Collections grew 23.3 percent compared to April of last year
Kentucky Press News Service
Frankfort – The Office of State Budget Director reported Tuesday that April’s General Fund receipts set an all-time high for a month, surpassing the $1 billion mark for the first time ever.
Collections grew 23.3 percent compared to April of last year, an increase of $193.5 million. Total revenues for the month were $1.0237 billion, compared to $830.2 million received during April 2014. Receipts have now grown 6.2 percent for the first 10 months of fiscal year 2015, a state news release said.
The enacted budget calls for 3.6 percent revenue growth for the entire fiscal year. With receipts through April, collections in May and June can decrease 7.8 percent from those months in
2014 to meet budgeted levels.
State Budget Director Jane C. Driskell said that while she is pleased to see General Fund receipts top $1 billion, she emphasized that the last quarter of almost every fiscal year typically contains some timing issues, especially in the income taxes, that create variability in monthly growth rates.

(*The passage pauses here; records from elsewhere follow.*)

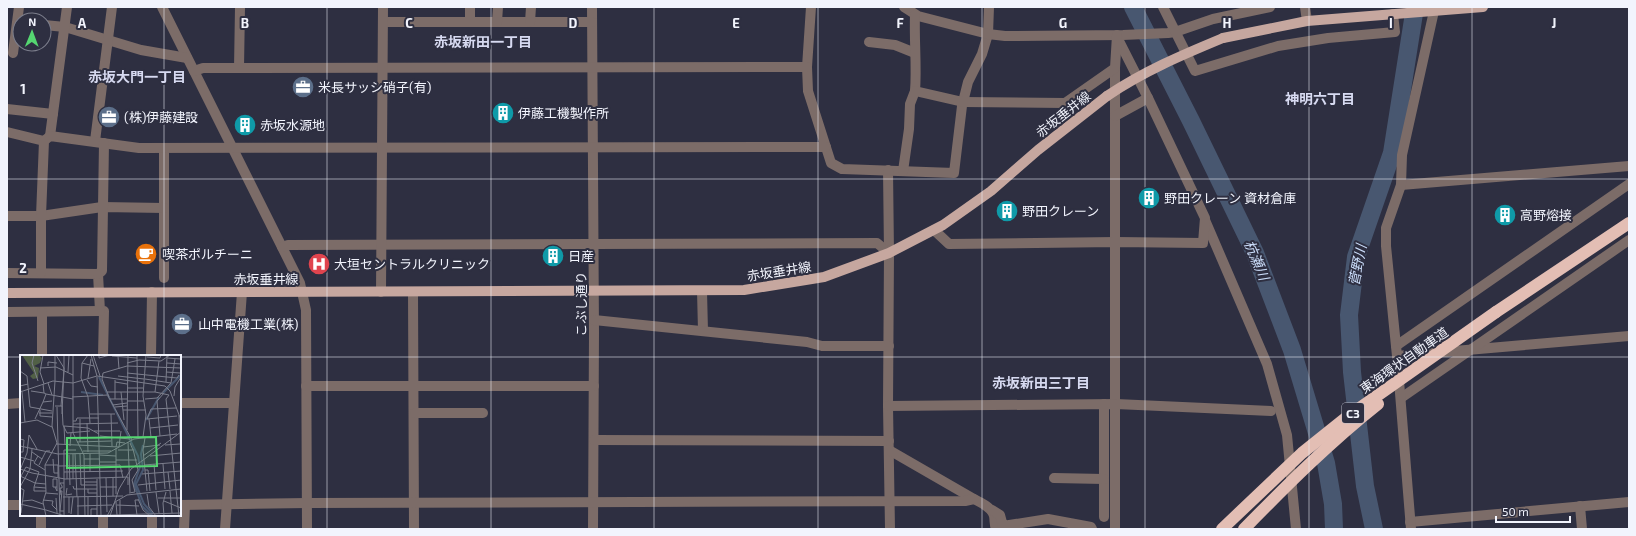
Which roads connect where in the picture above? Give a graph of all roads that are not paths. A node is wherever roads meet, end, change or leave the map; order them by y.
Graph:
1 (67, 7) edge
2 (112, 7) edge
3 (162, 7) edge
4 (240, 7) edge
5 (383, 7) edge
6 (470, 7) edge
7 (498, 7) edge
8 (531, 7) edge
9 (592, 7) edge
10 (811, 7) edge
11 (988, 7) edge
12 (1163, 7) edge
13 (1270, 7) edge
14 (1305, 7) edge
15 (1483, 7) edge
16 (913, 11) edge
17 (1399, 11) edge
18 (1431, 11) junction
19 (1308, 21) junction
20 (383, 22) junction
21 (470, 22) junction
22 (497, 22) junction
23 (530, 22) junction
24 (592, 22) junction
25 (52, 26) edge
26 (65, 27) junction
27 (1172, 32) junction
28 (988, 34) junction
29 (1120, 35) junction
30 (108, 40) junction
31 (869, 42) dead end
32 (915, 53) junction
33 (187, 58) junction
34 (807, 66) junction
35 (239, 68) junction
36 (383, 68) junction
37 (592, 68) junction
38 (1115, 68) junction
39 (194, 71) junction
40 (915, 91) junction
41 (1148, 98) junction
42 (963, 102) junction
43 (7, 109) edge
44 (53, 114) junction
45 (1115, 116) junction
46 (7, 132) edge
47 (47, 139) junction
48 (99, 142) junction
49 (383, 147) junction
50 (826, 147) junction
51 (232, 148) junction
52 (592, 148) junction
53 (164, 149) junction
54 (1629, 166) edge
55 (888, 170) junction
56 (903, 171) junction
57 (1629, 184) edge
58 (1401, 185) junction
59 (102, 207) junction
60 (164, 208) junction
61 (7, 216) edge
62 (41, 216) junction
63 (1204, 218) junction
64 (1629, 223) edge
65 (934, 230) junction
66 (1629, 240) edge
67 (1116, 242) junction
68 (382, 244) junction
69 (593, 244) junction
70 (282, 247) junction
71 (890, 253) junction
72 (41, 273) junction
73 (7, 274) edge
74 (98, 274) junction
75 (164, 278) dead end
76 (702, 290) junction
77 (152, 292) junction
78 (242, 292) junction
79 (302, 292) junction
80 (382, 292) junction
81 (414, 292) junction
82 (594, 292) junction
83 (7, 293) edge
84 (100, 293) junction
85 (100, 311) junction
86 (7, 312) edge
87 (42, 312) junction
88 (1496, 312) junction
89 (594, 320) junction
90 (703, 331) junction
91 (1629, 336) edge
92 (888, 346) junction
93 (1396, 346) junction
94 (1471, 350) junction
95 (42, 355) edge
96 (103, 355) edge
97 (151, 355) edge
98 (1397, 356) junction
99 (306, 386) junction
100 (415, 386) junction
101 (594, 386) junction
102 (1401, 398) junction
103 (20, 403) edge
104 (181, 403) edge
105 (234, 403) junction
106 (7, 404) edge
107 (1104, 404) junction
108 (1116, 404) junction
109 (888, 406) junction
110 (1271, 411) dead end
111 (415, 413) junction
112 (483, 413) dead end
113 (594, 440) junction
114 (889, 446) junction
115 (1054, 478) dead end
116 (1104, 479) junction
117 (974, 499) junction
118 (414, 502) junction
119 (890, 502) junction
120 (1629, 502) edge
121 (307, 503) junction
122 (593, 503) junction
123 (227, 504) junction
124 (7, 505) edge
125 (20, 505) edge
126 (182, 505) edge
127 (1580, 506) junction
128 (990, 509) junction
129 (41, 516) edge
130 (104, 516) edge
131 (152, 516) edge
132 (1104, 517) dead end
133 (1411, 526) edge
134 (41, 529) edge
135 (104, 529) edge
136 (152, 529) edge
137 (184, 529) edge
138 (225, 529) edge
139 (307, 529) edge
140 (414, 529) edge
141 (593, 529) edge
142 (890, 529) edge
143 (996, 529) edge
144 (1092, 529) edge
145 (1115, 529) edge
146 (1222, 529) edge
147 (1244, 529) edge
148 (1296, 529) edge
149 (1582, 529) edge

1 - 26 street
2 - 30 street
3 - 33 street
4 - 35 street
5 - 20 street
6 - 21 street
7 - 22 street
8 - 23 street
9 - 24 street, こぶし通り
10 - 34 street
11 - 28 street
12 - 27 street
13 - 27 street
14 - 19 street
15 - 18 main road, 赤坂垂井線
16 - 28 street
16 - 32 street
17 - 18 main road, 赤坂垂井線
17 - 19 main road, 赤坂垂井線
17 - 27 street
18 - 58 street
19 - 65 main road, 赤坂垂井線, bridge
20 - 21 street
20 - 36 street
21 - 22 street
22 - 23 street
23 - 24 street
24 - 37 street, こぶし通り
25 - 26 street
26 - 30 street
26 - 44 street
27 - 29 street
28 - 29 street
28 - 42 street
29 - 38 street
29 - 41 street
30 - 33 street
30 - 48 street
31 - 32 street
32 - 40 street
33 - 39 street
34 - 37 street
34 - 50 street
35 - 36 street
35 - 39 street
36 - 37 street
36 - 49 street
37 - 52 street, こぶし通り
38 - 42 street
38 - 45 street
39 - 51 street
40 - 42 street
40 - 56 street
41 - 45 street
41 - 63 street
42 - 56 street
43 - 44 street
44 - 47 street
45 - 67 street
46 - 47 street
47 - 48 street
47 - 62 street
48 - 53 street
48 - 59 street
49 - 51 street
49 - 52 street
49 - 68 street
50 - 52 street
50 - 55 street
51 - 53 street
51 - 70 street
52 - 69 street, こぶし通り
53 - 60 street
54 - 58 street
55 - 56 street
55 - 71 street
57 - 93 street
58 - 93 street
59 - 60 street
59 - 62 street
59 - 74 street
60 - 75 street
61 - 62 street
62 - 72 street
63 - 67 street
63 - 148 street
64 - 88 highway, 東海環状自動車道 / C3
65 - 67 street
65 - 71 main road, 赤坂垂井線
66 - 94 street
67 - 108 street
68 - 69 street
68 - 70 street
68 - 80 street
69 - 71 street
69 - 82 street, こぶし通り
70 - 79 street
71 - 76 main road, 赤坂垂井線
71 - 92 street
72 - 73 street
72 - 74 street
74 - 84 street
76 - 82 main road, 赤坂垂井線
76 - 90 street
77 - 78 main road, 赤坂垂井線
77 - 84 main road, 赤坂垂井線
77 - 97 street
78 - 79 main road, 赤坂垂井線
78 - 105 street
79 - 80 main road, 赤坂垂井線
79 - 99 street
80 - 81 main road, 赤坂垂井線
81 - 82 main road, 赤坂垂井線
81 - 100 street
82 - 89 street, こぶし通り
83 - 84 main road, 赤坂垂井線
84 - 85 street
85 - 87 street
85 - 96 street
86 - 87 street
87 - 95 street
88 - 146 highway, 東海環状自動車道 / C3, bridge
88 - 147 highway, 東海環状自動車道 / C3, bridge
89 - 90 street
89 - 101 street, こぶし通り
90 - 92 street
91 - 94 street
92 - 109 street
93 - 98 street
94 - 98 street
94 - 102 street
98 - 102 street
99 - 100 street
99 - 121 street
100 - 101 street
100 - 111 street
101 - 113 street, こぶし通り
102 - 133 street
103 - 106 street
104 - 105 street
105 - 123 street
107 - 108 street
107 - 109 street
107 - 116 street
108 - 110 street
108 - 145 street
109 - 114 street
111 - 112 street
111 - 118 street
113 - 114 street
113 - 122 street, こぶし通り
114 - 117 street
114 - 119 street
115 - 116 street
116 - 132 street
117 - 119 street
117 - 128 street
118 - 121 street
118 - 122 street
118 - 140 street
119 - 122 street
119 - 142 street
120 - 127 street
121 - 123 street
121 - 139 street
122 - 141 street, こぶし通り
123 - 126 street
123 - 138 street
124 - 125 street
126 - 137 street
127 - 133 street
127 - 149 street
128 - 143 street
128 - 144 street
129 - 134 street
130 - 135 street
131 - 136 street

Driskell further commented in the news release that “we are seeing strong signs of economic improvement.
“Strong growth in withholding and the sales tax are directly linked to the economy and have remained consistently strong year-to-date. Kentucky employment growth of 2.0 percent is expected in the fourth quarter of FY15, which translates into strong wage and salary growth of 6.5 percent. Personal
income for many Kentuckians has grown as the unemployment rate has come down over the previous 12 months. Personal income is projected to grow 4.7 percent in the fourth quarter.

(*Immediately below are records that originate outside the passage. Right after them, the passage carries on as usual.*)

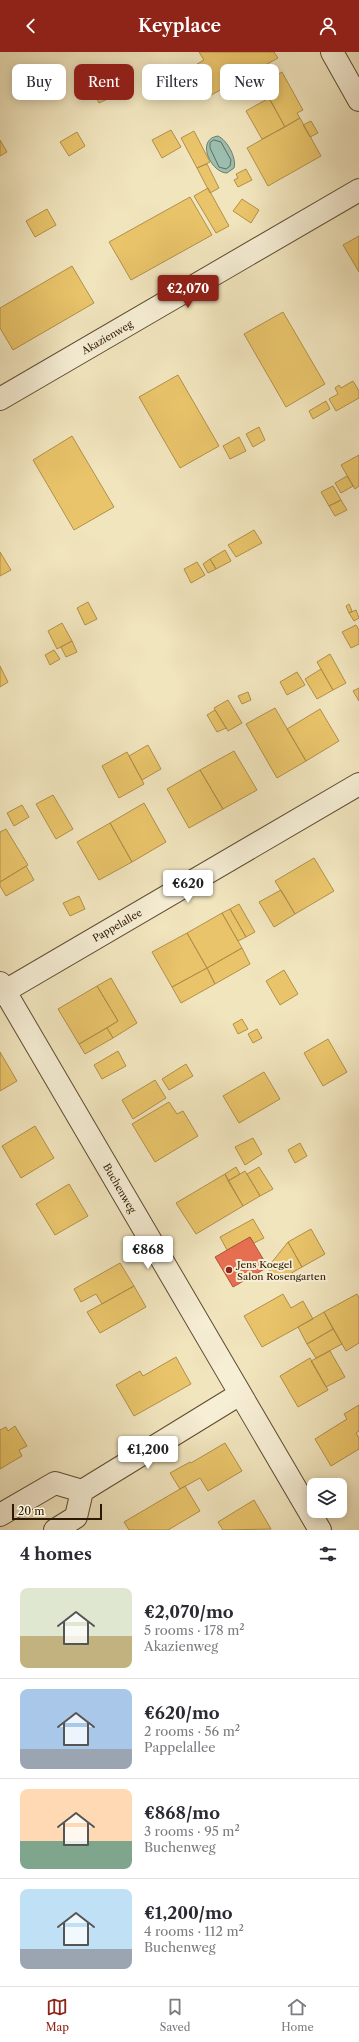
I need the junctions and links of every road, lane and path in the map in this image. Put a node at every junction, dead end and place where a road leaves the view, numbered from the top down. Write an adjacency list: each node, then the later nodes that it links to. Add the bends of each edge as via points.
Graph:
1 (332, 52): 2 (street)
2 (359, 100)
3 (359, 190): 4 (street, Akazienweg)
4 (0, 399)
5 (359, 784): 6 (street, Pappelallee)
6 (2, 990): 7 (street, Buchenweg)
7 (240, 1394): 8 (street); 11 (street, Buchenweg)
8 (82, 1491): 9 (street, via 55,1483); 10 (street, via 76,1517)
9 (0, 1515)
10 (55, 1530)
11 (320, 1530)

“Both employment growth and wage growth are near post-recession high marks. In addition, the outlook for consumer spending is positive due to higher levels of consumer confidence, increased purchasing power for imports due to the strong dollar, and continued low energy prices. We are confident that when we close the books on this fiscal year, revenue growth will exceed the budgeted amount. Our third quarter economic and revenue report projects that we will exceed the official estimate by $46.1 million. This will be a remarkable turnaround given that we ended last fiscal year with a $90 million revenue shortfall.”

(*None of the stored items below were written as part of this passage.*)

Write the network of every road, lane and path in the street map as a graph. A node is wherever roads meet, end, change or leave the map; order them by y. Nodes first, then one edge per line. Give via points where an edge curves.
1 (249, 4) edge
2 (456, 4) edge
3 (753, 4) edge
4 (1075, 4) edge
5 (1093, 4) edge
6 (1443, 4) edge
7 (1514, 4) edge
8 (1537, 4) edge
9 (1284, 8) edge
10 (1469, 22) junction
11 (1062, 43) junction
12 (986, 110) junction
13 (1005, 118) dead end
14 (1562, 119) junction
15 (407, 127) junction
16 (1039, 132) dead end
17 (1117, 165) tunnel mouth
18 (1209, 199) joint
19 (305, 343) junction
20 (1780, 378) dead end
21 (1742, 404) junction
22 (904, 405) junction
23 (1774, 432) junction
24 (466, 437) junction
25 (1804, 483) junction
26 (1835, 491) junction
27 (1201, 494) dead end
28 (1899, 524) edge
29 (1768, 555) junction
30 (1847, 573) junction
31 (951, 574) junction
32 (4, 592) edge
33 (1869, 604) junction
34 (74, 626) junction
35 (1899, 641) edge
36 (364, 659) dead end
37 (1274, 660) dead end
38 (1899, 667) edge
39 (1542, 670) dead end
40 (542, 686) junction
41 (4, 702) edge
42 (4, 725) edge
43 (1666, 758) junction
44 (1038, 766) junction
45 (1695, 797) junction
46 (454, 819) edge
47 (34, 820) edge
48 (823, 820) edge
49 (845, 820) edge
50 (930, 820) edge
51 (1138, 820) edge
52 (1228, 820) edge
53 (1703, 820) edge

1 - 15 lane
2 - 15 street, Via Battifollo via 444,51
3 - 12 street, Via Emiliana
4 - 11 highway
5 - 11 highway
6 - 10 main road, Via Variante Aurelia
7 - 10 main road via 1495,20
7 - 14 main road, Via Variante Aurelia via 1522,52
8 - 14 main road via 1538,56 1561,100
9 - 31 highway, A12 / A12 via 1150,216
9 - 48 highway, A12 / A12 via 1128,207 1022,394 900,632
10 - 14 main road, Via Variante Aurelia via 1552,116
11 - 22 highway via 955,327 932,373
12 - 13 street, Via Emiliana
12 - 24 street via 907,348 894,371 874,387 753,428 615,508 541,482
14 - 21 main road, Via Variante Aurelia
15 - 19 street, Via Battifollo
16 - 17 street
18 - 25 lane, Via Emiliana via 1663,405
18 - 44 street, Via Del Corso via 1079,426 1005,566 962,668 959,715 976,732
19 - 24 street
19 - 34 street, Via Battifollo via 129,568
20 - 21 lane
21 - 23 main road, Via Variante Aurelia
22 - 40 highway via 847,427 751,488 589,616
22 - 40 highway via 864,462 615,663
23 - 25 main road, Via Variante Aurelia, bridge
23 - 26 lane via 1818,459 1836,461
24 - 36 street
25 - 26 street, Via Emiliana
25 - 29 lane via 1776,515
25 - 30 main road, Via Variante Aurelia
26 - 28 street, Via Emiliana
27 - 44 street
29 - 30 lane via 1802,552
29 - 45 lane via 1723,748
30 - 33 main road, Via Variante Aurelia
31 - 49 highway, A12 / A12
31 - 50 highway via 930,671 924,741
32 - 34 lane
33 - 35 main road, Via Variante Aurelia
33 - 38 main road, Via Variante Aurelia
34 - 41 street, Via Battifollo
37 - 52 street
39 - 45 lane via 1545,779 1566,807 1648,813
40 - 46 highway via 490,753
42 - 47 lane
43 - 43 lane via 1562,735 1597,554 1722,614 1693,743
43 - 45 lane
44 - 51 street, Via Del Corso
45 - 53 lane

Among the major accounts in April:
• Sales and use tax receipts increased 7.3 percent for the month and have grown 4.4 percent year-to-date.
• Individual income tax collections grew 39.5 percent in April. Growth in this account was broad-based and the withholding component posted a 12.3 percent increase in April indicating a strong labor market. Total individual income tax receipts have grown 11.4 percent though the first ten months of FY15.
• Business tax collections showed a solid pattern of growth in April. Corporation income tax receipts grew 4.4 percent and have increased 1.6 percent for the year. The limited liability entity tax, a backstop to the corporate income tax, grew 47.8 percent with nominal growth of $14.8 million.
• Property tax collections rose 0.6 percent and are up 0.9 percent year-to-date.
• Cigarette tax receipts grew 14.6 percent but are down 2.3 percent year-to-date.
• Coal severance tax receipts fell 7.5 percent for the month and are down 7.2 percent through the first 10 months of the fiscal year.
Road Fund receipts declined 12.8 percent in April with collections of $115.1 million. The decline was generally across the board as most of the major accounts experienced declines.
The official Road Fund revenue estimate call for revenues to decline 0.9 percent for the fiscal year.
Based on year-to-date tax collections, revenues must increase 0.8 percent for the remainder of the year to meet the estimate. Among the accounts, taxes on motor fuels fell 14.8 percent due to a lower tax rate. Motor vehicle usage revenue decreased 2.9 percent as vehicle sales are not outpacing the new tax credit for trade-ins on new vehicles. License and privilege receipts decreased 16.0 percent.
The Office of State Budget Director’s third quarter economic and revenue report projects that the Road Fund will fall short of the official estimate by $11.1 million.